El invitado menos deseado
Parecía que aquella noche iba a ser perfecta para los soldados aliados quienes, al calor del fuego, decidieron tomar asiento en la mesa dispuestos a degustar una buena cena caliente. En cambio, el destino les tenía reservada una última jugarreta pues, cuando estaban a punto de comenzar a comer, un sonido seco sonó desde la entrada de la casa: alguien llamaba.
La mujer de la casa acogió amablemente a los americanos. La dueña, desconcertada, se levantó y abrió la puerta. Su sorpresa no pudo ser mayor cuando vio que al otro lado se hallaba una pequeña patrulla formada por tres soldados nazis a las órdenes de un sargento. Fuertemente armados, los alemanes pidieron entrar para registrar el hogar ya que, según explicaron, habían seguido unas extrañas huellas de sangre hasta aquella casa.
Una curiosa cena de Navidad
La tensión podía cortarse con un cuchillo de combate, y no se calmó cuando los nuevos visitantes preguntaron si había en el interior de la casa algún enemigo del Führer. «La dueña no se dejó impresionar y respondió desafiante: « Americanos ». Los alemanes empuñaron sus armas, dispuestos a irrumpir en la estancia, cuando ella les dijo con calma: «Vosotros podríais ser mis hijos, y los que están aquí dentro también» . «Uno de ellos está herido –continuó- y están cansados y hambrientos, así que entrad, pero esta noche nadie tiene que pensar en matar», completa el experto español en su obra.

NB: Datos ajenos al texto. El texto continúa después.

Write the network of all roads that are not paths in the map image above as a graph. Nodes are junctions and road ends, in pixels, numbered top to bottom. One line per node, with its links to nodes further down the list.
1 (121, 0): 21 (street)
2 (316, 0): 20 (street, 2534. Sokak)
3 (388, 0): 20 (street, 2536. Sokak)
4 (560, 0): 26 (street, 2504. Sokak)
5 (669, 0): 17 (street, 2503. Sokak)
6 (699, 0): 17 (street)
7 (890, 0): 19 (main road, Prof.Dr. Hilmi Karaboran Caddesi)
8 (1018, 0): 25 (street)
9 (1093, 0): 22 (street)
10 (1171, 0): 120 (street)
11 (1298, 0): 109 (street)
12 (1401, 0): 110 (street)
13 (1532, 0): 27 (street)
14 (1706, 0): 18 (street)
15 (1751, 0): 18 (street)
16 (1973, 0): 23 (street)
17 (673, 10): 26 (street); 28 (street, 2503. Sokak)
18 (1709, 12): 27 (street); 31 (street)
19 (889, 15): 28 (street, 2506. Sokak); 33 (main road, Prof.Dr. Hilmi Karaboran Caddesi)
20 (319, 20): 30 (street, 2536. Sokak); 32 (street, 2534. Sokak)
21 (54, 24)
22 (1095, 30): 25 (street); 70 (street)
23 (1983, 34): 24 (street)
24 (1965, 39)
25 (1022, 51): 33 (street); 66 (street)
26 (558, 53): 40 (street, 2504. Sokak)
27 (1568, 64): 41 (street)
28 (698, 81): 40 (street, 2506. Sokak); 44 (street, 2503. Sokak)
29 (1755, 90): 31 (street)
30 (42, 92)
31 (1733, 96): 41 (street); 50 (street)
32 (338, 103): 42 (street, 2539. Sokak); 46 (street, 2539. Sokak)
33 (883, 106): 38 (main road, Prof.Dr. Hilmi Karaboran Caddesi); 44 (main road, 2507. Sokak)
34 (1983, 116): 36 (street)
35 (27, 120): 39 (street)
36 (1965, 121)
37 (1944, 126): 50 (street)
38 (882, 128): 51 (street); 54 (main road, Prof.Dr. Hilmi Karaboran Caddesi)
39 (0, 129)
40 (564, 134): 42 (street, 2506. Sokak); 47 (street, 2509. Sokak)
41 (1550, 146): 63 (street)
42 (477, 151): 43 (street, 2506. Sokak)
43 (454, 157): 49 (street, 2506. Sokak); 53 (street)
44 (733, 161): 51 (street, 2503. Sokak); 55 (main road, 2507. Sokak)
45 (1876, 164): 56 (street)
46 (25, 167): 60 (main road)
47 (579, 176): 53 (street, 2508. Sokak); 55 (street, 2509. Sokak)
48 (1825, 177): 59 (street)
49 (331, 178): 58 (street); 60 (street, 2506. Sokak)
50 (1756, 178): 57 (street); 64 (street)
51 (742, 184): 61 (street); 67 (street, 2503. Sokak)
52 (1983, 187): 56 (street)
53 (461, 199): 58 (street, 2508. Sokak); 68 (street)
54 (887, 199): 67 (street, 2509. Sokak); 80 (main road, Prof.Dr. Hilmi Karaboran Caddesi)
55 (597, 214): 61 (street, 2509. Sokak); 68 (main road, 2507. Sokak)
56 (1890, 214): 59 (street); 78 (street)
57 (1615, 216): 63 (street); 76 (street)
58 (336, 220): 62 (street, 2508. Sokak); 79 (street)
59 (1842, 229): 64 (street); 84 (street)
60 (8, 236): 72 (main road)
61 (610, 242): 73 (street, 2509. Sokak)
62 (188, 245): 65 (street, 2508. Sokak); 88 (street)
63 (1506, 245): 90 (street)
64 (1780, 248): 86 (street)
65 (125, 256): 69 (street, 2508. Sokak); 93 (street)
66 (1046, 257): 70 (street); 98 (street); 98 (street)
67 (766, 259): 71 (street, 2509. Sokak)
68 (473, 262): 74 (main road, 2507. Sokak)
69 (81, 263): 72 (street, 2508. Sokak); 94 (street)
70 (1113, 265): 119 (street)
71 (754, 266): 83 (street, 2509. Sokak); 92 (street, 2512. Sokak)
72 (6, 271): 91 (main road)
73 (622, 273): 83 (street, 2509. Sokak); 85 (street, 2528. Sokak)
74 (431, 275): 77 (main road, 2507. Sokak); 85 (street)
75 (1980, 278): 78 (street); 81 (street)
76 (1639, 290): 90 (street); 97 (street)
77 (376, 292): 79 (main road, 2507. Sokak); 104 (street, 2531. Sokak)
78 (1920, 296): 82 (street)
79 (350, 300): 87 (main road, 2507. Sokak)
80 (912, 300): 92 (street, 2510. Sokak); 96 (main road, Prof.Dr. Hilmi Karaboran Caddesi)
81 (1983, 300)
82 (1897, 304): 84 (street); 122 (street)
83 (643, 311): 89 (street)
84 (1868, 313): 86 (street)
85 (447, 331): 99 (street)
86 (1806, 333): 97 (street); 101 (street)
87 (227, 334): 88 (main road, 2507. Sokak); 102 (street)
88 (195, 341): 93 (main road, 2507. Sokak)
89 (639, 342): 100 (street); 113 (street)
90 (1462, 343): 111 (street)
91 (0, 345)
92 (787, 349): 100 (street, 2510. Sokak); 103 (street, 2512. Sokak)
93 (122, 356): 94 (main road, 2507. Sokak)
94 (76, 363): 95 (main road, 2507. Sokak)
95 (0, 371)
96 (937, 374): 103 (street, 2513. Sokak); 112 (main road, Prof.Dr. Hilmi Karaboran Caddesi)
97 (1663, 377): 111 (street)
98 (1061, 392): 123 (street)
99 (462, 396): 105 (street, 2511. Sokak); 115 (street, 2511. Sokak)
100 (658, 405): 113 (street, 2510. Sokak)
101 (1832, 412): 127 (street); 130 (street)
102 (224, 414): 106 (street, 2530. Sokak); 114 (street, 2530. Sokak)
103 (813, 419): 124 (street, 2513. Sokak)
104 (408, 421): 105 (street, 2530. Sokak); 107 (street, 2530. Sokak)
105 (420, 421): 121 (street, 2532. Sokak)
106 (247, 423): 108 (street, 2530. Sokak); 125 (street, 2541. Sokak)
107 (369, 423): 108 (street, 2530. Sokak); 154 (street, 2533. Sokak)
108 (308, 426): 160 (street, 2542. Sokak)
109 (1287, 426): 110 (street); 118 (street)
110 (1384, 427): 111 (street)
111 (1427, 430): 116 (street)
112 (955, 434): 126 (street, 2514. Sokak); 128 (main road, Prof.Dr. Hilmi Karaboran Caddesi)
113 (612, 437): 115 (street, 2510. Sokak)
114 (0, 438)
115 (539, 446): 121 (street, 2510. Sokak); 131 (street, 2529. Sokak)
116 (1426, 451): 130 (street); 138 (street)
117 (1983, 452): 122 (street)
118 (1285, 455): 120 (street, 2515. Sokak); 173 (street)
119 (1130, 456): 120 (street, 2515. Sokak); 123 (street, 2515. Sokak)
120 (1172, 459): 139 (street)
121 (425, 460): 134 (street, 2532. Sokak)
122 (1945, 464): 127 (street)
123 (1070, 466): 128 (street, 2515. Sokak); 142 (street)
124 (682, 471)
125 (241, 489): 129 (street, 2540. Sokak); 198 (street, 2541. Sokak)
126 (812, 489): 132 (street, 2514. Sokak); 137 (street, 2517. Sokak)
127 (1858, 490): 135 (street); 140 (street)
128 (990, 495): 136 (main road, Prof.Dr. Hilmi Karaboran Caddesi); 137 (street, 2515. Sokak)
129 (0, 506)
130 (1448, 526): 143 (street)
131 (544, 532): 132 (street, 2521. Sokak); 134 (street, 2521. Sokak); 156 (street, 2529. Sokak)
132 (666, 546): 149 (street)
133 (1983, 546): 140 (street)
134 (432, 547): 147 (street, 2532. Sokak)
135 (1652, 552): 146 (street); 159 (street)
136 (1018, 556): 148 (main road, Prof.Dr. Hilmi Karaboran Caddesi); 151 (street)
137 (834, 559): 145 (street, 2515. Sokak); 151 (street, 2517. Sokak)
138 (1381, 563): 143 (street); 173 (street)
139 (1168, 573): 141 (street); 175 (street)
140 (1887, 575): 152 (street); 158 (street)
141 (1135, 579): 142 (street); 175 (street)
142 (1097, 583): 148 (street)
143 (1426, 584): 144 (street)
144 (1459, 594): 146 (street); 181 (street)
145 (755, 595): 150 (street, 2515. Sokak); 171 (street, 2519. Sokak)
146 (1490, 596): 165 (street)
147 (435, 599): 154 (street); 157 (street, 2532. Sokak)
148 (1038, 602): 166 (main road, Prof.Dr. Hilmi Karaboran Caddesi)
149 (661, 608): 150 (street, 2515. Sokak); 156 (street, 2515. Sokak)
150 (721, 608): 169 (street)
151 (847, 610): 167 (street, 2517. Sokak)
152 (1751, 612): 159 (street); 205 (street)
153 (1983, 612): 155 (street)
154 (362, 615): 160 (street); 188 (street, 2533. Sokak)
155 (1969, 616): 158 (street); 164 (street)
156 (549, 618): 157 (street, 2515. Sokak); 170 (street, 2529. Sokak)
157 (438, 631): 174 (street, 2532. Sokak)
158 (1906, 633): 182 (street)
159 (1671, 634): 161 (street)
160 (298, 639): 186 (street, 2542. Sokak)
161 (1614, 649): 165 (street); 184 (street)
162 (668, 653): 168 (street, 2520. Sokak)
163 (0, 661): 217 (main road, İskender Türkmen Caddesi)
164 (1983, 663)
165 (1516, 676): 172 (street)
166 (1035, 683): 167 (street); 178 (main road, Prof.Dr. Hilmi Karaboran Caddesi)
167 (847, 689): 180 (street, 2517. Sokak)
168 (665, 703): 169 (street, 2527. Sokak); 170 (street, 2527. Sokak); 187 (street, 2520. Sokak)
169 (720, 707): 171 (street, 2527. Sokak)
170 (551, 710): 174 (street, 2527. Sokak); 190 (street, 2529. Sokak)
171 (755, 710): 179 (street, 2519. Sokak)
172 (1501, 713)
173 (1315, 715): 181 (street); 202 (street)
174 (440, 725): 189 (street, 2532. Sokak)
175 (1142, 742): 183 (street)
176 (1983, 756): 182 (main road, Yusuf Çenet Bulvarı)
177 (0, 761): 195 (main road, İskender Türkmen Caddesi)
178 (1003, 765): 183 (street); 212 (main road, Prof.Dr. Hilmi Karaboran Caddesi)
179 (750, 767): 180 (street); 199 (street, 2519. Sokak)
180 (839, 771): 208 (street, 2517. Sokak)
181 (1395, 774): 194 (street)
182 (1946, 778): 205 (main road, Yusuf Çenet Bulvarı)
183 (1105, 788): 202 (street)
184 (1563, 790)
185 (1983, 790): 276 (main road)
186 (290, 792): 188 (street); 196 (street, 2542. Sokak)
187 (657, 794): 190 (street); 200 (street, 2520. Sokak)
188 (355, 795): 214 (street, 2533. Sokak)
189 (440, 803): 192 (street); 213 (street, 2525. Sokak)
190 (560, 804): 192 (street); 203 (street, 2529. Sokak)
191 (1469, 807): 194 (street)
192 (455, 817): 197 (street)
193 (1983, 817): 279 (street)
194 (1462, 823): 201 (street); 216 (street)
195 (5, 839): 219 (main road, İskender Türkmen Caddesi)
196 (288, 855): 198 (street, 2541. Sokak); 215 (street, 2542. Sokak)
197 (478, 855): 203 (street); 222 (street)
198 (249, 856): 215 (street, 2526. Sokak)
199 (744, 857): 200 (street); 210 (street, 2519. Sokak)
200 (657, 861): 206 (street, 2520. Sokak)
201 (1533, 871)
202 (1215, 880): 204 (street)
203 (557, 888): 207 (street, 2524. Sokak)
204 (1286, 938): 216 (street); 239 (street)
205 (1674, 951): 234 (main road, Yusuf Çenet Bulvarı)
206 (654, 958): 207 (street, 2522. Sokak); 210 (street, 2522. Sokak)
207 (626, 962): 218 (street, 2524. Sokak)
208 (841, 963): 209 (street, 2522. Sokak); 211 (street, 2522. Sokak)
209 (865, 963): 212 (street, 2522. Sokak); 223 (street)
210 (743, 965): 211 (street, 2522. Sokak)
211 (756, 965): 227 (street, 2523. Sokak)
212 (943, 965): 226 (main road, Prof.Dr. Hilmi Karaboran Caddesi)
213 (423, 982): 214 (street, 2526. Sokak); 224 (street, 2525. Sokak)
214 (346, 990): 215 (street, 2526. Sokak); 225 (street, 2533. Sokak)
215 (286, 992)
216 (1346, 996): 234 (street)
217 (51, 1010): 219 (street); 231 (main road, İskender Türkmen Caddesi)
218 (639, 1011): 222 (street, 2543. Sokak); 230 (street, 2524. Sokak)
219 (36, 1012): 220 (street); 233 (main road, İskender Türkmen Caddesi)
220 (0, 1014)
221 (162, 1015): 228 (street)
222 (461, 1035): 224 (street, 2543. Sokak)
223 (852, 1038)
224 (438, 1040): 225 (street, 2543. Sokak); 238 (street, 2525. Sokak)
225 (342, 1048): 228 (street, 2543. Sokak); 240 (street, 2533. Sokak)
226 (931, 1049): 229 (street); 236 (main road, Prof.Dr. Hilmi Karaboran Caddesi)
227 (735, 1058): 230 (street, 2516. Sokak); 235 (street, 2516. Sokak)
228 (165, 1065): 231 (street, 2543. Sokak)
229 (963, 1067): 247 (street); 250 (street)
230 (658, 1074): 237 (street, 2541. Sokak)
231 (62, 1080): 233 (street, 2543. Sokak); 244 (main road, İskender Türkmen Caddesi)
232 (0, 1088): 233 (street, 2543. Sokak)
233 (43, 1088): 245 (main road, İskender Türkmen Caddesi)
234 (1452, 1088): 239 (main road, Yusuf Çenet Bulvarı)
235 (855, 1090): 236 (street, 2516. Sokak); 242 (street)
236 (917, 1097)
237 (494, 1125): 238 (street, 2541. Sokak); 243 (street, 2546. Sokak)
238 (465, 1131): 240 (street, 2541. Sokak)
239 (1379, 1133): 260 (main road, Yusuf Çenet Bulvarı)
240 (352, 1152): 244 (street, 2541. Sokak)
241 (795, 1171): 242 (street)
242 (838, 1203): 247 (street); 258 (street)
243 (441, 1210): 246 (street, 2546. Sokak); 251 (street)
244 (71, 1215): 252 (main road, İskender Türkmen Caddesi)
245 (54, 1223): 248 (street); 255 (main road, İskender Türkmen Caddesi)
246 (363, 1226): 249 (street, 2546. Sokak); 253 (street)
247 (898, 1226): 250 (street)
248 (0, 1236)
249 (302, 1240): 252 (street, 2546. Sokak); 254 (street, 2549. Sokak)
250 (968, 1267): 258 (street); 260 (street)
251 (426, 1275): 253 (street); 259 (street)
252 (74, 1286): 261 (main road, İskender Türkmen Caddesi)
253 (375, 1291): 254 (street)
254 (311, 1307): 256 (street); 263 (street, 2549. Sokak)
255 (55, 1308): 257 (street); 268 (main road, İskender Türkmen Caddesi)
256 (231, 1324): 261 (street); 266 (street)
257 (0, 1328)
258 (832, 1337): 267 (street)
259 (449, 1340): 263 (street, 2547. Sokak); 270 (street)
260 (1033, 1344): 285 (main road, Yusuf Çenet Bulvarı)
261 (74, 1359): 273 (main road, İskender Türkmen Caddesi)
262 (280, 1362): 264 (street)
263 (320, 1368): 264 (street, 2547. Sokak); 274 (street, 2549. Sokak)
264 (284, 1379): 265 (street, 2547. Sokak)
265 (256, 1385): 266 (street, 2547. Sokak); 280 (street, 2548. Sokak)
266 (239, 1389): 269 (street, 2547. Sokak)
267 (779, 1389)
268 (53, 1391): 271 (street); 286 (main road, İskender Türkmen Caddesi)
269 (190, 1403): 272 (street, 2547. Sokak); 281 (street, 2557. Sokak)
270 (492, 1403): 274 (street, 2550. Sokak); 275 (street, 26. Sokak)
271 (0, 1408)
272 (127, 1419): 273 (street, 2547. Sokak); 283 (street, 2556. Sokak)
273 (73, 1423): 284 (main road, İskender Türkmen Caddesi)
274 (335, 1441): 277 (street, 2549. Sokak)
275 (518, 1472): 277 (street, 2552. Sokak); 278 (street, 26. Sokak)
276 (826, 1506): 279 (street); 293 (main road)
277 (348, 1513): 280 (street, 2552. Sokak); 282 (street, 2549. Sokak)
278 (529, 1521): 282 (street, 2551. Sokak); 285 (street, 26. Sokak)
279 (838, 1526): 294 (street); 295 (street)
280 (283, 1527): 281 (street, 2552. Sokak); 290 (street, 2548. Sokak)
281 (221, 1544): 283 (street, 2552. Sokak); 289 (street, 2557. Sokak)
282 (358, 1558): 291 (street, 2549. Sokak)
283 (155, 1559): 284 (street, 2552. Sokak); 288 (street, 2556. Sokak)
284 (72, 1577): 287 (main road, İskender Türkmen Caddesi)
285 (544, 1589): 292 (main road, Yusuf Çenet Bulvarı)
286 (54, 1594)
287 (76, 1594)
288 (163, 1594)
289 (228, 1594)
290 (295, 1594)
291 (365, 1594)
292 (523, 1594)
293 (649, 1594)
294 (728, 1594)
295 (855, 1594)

Los nazis decidieron deponer sus armas y sentarse a la mesa con sus enemigos. A su vez, la tierna señora invitó a los soldados de la Wehrmacht a cenar. En principio, los nazis no supieron cómo reaccionar. Indecisos, los soldados miraron perplejos a su superior quién, increíblemente, ordenó a sus subalternos deponer las armas. A continuación, y para asombro de los norteamericanos, los alemanes, pidieron permiso para pasar y se fueron sentando a la mesa junto a sus, hasta ese momento, enemigos .
«Poco a poco, las prevenciones se fueron disipando y la cena acabó discurriendo por unos impensables cauces de compañerismo. Al final, todos entonaron canciones navideñas. (…) A la mañana siguiente, aquella amistad surgida durante la cena no se había esfumado con la llegada del nuevo día; los soldados alemanes indicaron a los americanos como llegar hasta sus propias líneas», finaliza el autor de «Historias asombrosas de la Segunda Guerra Mundial».